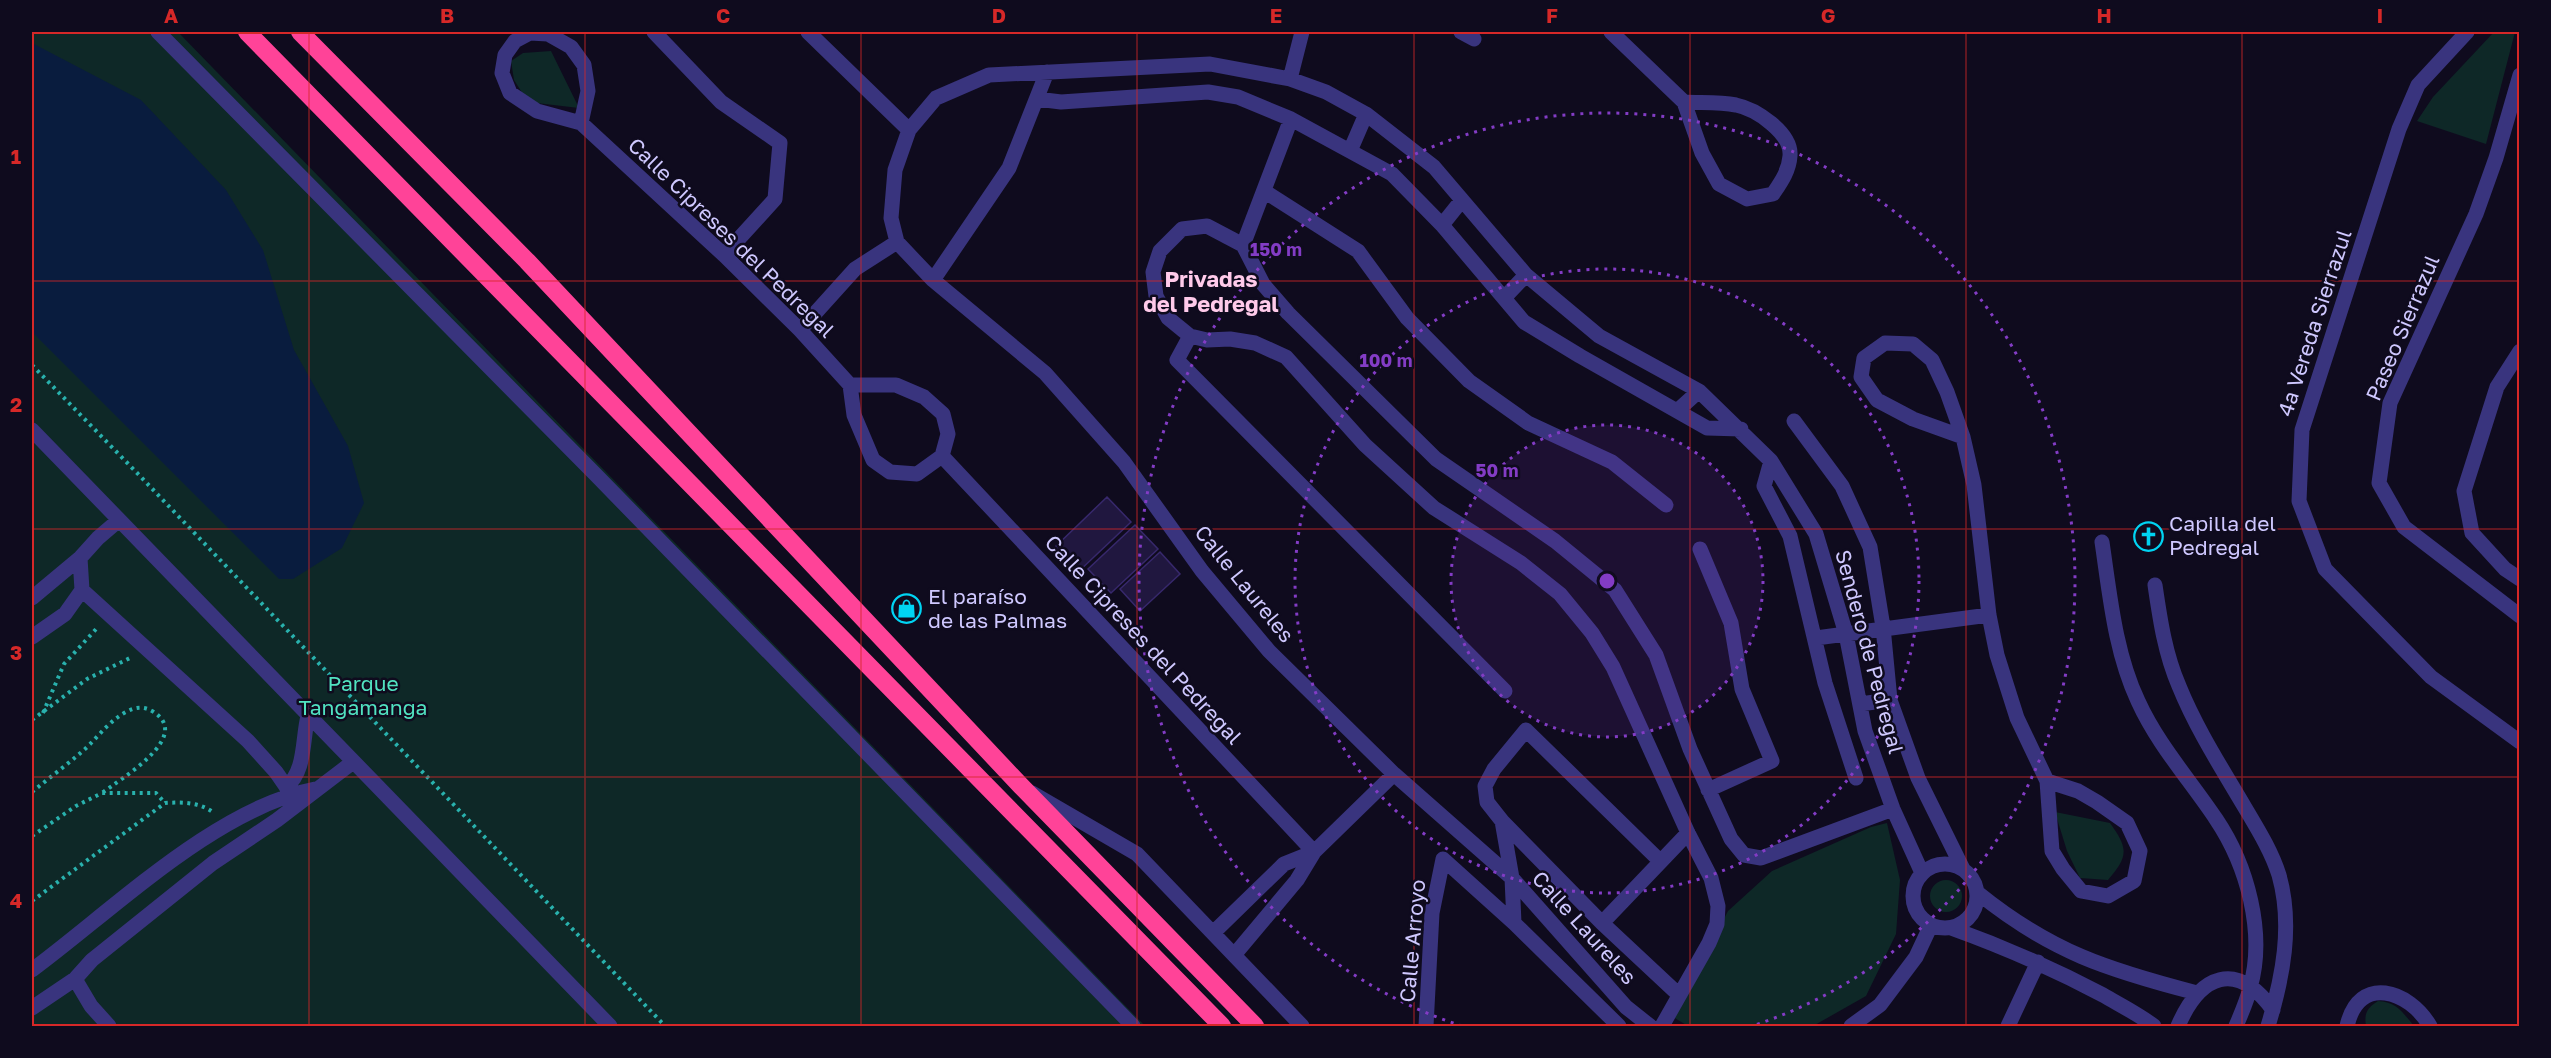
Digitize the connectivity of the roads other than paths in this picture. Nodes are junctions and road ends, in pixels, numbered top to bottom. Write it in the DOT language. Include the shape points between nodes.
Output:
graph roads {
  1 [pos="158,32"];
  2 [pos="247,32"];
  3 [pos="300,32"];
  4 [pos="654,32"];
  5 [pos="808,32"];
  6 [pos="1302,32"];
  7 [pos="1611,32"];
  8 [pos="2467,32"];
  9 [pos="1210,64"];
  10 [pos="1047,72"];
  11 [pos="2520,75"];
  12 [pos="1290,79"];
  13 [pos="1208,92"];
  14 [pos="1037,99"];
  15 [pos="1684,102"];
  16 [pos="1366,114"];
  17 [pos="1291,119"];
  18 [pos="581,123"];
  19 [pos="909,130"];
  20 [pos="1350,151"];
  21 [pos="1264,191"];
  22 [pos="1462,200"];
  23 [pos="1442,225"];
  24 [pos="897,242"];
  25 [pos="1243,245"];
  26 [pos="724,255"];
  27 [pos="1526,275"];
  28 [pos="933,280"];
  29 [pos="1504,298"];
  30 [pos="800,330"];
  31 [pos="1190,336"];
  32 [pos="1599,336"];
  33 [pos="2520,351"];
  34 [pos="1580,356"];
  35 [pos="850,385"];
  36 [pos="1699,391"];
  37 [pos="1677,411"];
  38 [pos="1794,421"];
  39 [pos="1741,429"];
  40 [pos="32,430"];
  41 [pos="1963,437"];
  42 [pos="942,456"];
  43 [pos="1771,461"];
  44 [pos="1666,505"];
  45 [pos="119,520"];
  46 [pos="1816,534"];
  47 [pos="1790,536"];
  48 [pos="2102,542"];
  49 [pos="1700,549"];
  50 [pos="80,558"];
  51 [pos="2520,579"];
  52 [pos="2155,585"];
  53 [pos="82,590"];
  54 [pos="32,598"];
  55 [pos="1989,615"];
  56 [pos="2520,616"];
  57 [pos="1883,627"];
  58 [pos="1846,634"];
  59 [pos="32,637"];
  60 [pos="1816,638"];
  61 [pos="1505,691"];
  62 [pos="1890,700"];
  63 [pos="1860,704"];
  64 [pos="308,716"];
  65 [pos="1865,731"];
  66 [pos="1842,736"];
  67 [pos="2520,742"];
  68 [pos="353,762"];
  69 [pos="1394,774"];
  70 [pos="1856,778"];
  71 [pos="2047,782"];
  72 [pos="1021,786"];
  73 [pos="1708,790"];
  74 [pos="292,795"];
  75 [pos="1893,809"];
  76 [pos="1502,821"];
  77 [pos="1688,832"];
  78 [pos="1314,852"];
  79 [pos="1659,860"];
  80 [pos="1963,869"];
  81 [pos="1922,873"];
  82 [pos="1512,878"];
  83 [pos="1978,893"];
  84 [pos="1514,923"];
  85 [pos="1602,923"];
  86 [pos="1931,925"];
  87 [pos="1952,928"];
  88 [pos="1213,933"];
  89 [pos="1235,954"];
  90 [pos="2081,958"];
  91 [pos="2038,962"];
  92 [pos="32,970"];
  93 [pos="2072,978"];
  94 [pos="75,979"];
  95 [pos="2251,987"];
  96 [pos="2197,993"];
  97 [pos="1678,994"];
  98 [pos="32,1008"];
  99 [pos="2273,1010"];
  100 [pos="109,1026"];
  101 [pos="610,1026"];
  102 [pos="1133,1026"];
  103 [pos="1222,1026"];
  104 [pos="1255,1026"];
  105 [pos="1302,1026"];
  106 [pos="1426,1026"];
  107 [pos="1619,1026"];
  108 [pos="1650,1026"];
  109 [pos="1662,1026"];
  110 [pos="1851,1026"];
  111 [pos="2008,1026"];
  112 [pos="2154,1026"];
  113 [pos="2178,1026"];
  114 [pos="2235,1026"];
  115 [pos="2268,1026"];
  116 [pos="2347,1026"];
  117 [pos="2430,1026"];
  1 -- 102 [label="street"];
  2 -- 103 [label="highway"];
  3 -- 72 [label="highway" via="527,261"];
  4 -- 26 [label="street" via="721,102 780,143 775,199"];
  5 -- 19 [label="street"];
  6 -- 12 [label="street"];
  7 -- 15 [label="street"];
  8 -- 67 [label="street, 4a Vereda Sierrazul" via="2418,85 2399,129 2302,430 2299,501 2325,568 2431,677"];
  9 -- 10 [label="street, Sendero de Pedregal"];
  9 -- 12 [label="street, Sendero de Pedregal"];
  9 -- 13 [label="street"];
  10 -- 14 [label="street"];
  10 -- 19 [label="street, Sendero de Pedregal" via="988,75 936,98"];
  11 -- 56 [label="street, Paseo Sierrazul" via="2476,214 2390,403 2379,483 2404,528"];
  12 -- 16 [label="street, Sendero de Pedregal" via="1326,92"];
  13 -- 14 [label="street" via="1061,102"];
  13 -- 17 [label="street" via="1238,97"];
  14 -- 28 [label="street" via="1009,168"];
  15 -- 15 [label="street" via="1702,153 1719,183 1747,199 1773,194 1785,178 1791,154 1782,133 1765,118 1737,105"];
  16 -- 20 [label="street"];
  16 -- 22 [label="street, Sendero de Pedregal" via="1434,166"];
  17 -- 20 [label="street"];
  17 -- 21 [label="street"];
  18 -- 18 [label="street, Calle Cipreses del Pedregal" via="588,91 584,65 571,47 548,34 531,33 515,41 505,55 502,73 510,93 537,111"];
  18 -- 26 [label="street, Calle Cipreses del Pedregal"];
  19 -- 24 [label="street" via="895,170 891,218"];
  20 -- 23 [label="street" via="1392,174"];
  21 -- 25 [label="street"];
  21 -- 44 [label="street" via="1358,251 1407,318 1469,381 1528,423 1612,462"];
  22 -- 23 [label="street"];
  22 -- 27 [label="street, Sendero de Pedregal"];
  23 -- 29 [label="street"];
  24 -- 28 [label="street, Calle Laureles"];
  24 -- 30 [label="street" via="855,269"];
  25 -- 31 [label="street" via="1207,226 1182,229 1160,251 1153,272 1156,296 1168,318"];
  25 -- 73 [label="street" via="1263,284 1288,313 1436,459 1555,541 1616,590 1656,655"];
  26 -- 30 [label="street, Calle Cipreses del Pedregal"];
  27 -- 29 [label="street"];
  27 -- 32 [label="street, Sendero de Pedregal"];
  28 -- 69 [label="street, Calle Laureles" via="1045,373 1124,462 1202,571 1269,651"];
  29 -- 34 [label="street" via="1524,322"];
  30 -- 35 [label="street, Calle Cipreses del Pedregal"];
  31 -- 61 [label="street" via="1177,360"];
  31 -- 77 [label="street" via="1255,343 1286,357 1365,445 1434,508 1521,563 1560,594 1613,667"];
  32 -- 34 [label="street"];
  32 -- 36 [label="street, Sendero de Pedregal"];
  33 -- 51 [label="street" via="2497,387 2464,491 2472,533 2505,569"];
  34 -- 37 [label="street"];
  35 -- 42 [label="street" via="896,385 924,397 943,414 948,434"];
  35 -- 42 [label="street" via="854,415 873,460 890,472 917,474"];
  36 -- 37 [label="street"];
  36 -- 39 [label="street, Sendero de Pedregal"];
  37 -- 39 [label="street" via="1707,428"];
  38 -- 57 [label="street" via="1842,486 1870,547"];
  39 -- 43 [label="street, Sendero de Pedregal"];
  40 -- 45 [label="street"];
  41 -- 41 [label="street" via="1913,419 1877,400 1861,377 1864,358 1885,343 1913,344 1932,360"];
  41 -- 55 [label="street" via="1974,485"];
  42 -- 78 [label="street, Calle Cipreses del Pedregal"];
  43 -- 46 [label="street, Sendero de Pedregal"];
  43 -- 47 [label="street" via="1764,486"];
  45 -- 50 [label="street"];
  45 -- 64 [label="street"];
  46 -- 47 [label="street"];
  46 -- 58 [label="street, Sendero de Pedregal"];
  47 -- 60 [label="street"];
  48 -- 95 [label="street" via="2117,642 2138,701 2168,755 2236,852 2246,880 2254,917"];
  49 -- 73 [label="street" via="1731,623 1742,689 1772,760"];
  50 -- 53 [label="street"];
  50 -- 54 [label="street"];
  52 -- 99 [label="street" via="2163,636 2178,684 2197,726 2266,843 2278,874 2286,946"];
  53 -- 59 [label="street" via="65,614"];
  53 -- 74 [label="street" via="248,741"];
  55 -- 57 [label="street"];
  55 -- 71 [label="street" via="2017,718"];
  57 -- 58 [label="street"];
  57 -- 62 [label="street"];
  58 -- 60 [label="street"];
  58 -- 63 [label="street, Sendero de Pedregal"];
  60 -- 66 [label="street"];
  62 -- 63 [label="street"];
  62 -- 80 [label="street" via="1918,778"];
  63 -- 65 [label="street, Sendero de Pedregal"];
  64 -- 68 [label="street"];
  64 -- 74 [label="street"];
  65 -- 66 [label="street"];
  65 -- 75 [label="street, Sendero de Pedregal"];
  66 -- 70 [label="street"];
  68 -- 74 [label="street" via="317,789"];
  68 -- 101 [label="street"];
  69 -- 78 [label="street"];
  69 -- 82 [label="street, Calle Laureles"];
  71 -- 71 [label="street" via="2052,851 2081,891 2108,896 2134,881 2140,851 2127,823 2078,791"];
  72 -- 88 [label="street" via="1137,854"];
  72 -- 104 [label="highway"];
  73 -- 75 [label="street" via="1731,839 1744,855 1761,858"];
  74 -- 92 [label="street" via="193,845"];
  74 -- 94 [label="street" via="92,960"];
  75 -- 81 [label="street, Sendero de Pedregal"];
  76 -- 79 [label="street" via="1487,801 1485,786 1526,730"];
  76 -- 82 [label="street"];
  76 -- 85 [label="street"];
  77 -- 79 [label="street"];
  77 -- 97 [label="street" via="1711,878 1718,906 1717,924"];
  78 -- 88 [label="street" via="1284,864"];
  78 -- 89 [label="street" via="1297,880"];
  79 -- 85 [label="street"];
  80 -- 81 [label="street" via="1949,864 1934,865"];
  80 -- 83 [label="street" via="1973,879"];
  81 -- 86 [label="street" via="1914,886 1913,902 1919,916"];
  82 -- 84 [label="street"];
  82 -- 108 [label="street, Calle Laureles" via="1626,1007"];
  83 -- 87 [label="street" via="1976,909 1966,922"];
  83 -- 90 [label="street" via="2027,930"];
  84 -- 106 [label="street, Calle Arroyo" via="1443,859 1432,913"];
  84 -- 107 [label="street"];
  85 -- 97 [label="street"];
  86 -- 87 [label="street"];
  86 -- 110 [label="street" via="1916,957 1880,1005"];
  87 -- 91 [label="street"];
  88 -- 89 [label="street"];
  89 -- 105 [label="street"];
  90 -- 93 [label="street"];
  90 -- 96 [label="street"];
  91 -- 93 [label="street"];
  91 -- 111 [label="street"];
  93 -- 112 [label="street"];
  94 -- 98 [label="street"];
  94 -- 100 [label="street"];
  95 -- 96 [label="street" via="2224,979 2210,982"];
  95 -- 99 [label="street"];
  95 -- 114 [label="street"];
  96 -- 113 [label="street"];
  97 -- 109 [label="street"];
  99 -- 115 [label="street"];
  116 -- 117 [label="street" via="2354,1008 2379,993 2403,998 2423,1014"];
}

◆ EXERCISE DIRECTIONS: Each line above that carries the string "Sierrazul" has to be returned.

◆ RESPONSE TO THE TASK:
  8 -- 67 [label="street, 4a Vereda Sierrazul" via="2418,85 2399,129 2302,430 2299,501 2325,568 2431,677"];
  11 -- 56 [label="street, Paseo Sierrazul" via="2476,214 2390,403 2379,483 2404,528"];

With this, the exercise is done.